── Source information ──
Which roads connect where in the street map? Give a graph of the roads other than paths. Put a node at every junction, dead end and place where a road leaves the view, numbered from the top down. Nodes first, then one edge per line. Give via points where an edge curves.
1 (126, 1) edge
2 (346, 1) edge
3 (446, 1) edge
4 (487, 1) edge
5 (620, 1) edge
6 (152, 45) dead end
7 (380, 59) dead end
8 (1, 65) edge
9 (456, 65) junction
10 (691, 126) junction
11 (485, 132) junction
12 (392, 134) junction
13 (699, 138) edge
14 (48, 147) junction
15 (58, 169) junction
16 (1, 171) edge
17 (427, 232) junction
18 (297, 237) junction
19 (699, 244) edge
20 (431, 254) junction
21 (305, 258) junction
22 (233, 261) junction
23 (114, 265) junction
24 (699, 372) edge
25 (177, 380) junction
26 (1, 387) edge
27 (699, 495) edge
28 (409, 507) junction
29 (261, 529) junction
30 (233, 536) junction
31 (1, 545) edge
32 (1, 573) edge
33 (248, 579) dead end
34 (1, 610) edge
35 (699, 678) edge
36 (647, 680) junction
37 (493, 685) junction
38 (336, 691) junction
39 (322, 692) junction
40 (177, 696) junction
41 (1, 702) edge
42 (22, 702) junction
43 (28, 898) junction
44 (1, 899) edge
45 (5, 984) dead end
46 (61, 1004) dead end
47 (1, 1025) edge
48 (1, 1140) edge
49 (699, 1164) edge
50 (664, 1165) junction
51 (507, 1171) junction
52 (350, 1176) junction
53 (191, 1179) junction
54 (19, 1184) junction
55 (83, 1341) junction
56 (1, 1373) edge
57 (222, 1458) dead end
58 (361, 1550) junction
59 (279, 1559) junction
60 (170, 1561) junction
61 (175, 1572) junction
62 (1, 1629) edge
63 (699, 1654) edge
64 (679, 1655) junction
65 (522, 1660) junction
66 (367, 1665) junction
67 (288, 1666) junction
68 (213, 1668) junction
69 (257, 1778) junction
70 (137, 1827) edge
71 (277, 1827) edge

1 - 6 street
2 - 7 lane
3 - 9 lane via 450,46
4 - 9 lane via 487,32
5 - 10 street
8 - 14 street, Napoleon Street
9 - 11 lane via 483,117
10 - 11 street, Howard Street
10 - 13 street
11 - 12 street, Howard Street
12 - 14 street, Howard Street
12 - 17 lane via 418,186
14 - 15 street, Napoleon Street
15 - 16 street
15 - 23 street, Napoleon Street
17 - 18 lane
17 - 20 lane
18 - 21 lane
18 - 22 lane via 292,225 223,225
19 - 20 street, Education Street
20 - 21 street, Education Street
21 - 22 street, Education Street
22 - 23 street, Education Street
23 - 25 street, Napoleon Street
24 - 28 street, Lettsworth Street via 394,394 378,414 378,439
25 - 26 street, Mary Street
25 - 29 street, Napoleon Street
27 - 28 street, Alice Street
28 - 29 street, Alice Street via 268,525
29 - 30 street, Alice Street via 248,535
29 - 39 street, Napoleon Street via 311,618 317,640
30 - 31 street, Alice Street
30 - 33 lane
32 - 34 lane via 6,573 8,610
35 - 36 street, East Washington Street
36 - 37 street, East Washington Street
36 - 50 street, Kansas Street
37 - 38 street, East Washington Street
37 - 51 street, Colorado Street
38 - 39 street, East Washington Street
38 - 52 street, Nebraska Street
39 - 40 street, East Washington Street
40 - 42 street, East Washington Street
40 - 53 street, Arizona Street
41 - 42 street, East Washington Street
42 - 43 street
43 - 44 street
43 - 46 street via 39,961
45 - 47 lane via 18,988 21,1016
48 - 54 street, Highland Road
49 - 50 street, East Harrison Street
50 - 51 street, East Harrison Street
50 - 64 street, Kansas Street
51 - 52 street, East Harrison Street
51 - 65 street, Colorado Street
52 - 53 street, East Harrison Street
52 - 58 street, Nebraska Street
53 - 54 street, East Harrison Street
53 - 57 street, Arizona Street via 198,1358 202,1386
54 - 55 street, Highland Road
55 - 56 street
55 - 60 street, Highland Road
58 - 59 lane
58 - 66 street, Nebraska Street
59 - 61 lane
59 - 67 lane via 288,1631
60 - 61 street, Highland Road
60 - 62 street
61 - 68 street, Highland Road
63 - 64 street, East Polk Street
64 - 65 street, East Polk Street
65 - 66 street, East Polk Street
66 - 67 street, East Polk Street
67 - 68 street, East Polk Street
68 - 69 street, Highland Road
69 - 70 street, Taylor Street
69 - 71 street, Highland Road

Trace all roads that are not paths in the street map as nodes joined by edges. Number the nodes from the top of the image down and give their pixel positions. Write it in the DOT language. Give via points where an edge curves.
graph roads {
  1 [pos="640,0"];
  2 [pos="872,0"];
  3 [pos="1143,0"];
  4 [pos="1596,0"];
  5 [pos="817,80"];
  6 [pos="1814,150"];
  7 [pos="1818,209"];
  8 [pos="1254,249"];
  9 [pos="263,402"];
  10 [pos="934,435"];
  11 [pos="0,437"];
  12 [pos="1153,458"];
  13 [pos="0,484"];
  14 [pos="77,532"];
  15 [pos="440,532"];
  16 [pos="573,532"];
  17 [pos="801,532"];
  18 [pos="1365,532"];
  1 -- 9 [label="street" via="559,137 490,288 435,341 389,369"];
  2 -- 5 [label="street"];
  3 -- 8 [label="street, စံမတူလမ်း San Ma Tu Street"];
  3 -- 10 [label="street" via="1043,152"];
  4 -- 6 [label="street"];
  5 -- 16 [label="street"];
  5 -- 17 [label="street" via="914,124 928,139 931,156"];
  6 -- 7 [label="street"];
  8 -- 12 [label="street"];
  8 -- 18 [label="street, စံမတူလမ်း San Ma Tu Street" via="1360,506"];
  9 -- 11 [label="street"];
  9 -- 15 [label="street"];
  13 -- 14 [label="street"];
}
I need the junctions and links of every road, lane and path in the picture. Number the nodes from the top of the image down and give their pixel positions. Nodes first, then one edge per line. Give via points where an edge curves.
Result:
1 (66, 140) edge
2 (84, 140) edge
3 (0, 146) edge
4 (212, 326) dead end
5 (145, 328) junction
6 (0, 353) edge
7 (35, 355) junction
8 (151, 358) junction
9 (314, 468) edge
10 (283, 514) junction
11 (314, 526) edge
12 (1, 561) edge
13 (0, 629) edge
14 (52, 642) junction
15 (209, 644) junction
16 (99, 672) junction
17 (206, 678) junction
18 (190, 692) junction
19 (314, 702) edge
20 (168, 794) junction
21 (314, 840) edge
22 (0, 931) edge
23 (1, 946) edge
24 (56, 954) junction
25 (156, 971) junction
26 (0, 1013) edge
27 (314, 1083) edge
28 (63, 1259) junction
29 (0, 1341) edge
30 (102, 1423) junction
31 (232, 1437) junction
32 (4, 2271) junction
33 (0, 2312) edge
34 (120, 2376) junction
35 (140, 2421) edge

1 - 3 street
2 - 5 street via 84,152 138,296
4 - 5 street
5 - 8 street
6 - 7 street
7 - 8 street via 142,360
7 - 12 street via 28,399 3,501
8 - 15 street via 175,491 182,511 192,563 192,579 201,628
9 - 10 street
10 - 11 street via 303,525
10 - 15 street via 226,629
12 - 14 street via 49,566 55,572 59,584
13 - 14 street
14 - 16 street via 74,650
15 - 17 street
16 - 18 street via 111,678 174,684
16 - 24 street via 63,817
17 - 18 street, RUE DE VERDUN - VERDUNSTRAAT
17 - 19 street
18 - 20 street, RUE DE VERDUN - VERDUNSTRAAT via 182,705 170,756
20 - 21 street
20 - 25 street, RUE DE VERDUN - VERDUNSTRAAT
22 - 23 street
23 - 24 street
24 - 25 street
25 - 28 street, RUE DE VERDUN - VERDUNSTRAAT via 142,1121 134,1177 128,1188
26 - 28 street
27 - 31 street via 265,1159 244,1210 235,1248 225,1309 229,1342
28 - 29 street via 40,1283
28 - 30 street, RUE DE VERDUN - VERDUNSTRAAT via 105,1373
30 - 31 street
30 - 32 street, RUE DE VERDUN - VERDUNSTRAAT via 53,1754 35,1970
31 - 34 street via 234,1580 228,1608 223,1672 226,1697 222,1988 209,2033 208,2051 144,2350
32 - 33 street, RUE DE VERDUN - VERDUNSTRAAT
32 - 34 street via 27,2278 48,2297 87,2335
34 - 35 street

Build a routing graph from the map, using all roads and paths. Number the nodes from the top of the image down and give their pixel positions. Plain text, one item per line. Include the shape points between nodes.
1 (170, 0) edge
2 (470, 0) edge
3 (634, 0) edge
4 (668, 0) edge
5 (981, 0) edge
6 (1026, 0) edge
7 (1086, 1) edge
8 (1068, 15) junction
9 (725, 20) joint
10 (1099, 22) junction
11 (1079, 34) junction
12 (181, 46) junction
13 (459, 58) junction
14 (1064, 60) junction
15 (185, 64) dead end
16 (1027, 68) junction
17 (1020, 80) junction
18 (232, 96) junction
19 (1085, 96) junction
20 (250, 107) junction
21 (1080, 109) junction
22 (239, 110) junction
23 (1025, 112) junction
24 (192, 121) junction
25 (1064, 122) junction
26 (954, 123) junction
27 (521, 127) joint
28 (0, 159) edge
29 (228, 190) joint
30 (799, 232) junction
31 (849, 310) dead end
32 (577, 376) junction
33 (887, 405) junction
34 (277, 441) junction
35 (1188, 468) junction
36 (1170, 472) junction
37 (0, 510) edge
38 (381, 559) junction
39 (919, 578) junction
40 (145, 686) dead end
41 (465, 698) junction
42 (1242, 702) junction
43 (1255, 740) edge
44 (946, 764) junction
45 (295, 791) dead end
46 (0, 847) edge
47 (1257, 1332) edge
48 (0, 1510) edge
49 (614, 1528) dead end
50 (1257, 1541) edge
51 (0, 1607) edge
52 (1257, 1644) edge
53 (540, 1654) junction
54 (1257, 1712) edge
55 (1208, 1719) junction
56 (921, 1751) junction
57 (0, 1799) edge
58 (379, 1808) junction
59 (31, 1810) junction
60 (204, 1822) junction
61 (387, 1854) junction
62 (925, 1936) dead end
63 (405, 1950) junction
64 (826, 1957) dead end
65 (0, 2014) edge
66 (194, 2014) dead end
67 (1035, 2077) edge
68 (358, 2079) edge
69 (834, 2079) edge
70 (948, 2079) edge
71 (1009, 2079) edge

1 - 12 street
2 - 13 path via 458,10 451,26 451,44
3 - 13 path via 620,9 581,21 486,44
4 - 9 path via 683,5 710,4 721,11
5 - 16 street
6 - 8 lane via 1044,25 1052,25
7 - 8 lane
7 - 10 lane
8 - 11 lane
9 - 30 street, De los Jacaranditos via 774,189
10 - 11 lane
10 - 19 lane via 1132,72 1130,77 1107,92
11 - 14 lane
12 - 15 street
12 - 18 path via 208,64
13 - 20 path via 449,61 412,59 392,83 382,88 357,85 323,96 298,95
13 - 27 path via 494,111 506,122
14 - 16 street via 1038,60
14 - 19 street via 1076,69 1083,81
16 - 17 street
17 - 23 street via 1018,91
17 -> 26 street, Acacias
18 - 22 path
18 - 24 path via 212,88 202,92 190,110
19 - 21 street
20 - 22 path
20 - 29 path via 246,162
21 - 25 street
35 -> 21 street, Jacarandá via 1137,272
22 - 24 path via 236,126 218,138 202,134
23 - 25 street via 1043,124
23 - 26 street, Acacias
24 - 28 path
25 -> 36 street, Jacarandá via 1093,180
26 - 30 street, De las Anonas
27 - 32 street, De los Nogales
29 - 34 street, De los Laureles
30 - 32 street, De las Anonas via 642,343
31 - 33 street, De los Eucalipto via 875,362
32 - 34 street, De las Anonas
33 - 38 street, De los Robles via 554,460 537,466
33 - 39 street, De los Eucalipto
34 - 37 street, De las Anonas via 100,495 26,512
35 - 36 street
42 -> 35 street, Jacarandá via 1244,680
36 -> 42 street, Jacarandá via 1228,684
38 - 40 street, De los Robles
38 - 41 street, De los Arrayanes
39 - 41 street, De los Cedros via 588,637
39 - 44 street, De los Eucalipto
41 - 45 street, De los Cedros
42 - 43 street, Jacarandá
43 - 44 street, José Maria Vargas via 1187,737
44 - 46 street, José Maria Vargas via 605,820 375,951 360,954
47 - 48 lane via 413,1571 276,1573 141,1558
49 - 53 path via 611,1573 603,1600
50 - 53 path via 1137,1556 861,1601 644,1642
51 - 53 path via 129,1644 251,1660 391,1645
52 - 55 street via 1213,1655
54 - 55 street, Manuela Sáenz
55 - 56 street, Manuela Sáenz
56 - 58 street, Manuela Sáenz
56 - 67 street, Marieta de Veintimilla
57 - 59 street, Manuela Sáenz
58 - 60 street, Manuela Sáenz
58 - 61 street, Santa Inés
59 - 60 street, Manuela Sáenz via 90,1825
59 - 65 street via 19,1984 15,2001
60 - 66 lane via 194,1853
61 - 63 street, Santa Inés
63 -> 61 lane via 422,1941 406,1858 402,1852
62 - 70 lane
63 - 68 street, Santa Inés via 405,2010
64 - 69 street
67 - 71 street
───
Exercise instructions →
Copy out, from the data above, each line where the string "Santa" is present.

Answer for the task →
58 - 61 street, Santa Inés
61 - 63 street, Santa Inés
63 - 68 street, Santa Inés via 405,2010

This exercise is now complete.